# [Task to carry out]
Report the count of lines below that include "curves", without any other text.

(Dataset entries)
------------------------

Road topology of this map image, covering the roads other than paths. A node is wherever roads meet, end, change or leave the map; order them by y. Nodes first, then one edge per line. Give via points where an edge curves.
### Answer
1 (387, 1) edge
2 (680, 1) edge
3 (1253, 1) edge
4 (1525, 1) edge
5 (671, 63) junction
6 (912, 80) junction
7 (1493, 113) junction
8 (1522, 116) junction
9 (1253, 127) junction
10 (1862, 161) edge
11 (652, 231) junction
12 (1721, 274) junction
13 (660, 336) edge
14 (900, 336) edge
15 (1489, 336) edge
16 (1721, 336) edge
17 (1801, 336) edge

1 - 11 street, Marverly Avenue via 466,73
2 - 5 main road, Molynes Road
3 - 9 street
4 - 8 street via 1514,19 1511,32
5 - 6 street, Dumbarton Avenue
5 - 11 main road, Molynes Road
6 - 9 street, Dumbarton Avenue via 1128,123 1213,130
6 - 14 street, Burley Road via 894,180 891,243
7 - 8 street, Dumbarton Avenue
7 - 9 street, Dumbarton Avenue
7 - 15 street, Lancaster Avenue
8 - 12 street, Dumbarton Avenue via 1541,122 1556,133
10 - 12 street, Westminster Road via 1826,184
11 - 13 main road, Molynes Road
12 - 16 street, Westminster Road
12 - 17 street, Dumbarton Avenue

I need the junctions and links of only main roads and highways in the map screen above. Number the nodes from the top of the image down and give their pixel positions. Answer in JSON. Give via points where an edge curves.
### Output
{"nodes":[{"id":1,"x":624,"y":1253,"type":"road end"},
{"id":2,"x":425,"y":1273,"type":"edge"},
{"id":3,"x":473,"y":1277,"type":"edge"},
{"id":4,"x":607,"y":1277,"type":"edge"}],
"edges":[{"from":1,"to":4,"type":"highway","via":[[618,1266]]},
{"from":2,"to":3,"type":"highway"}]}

------------------------

# [Response below]
2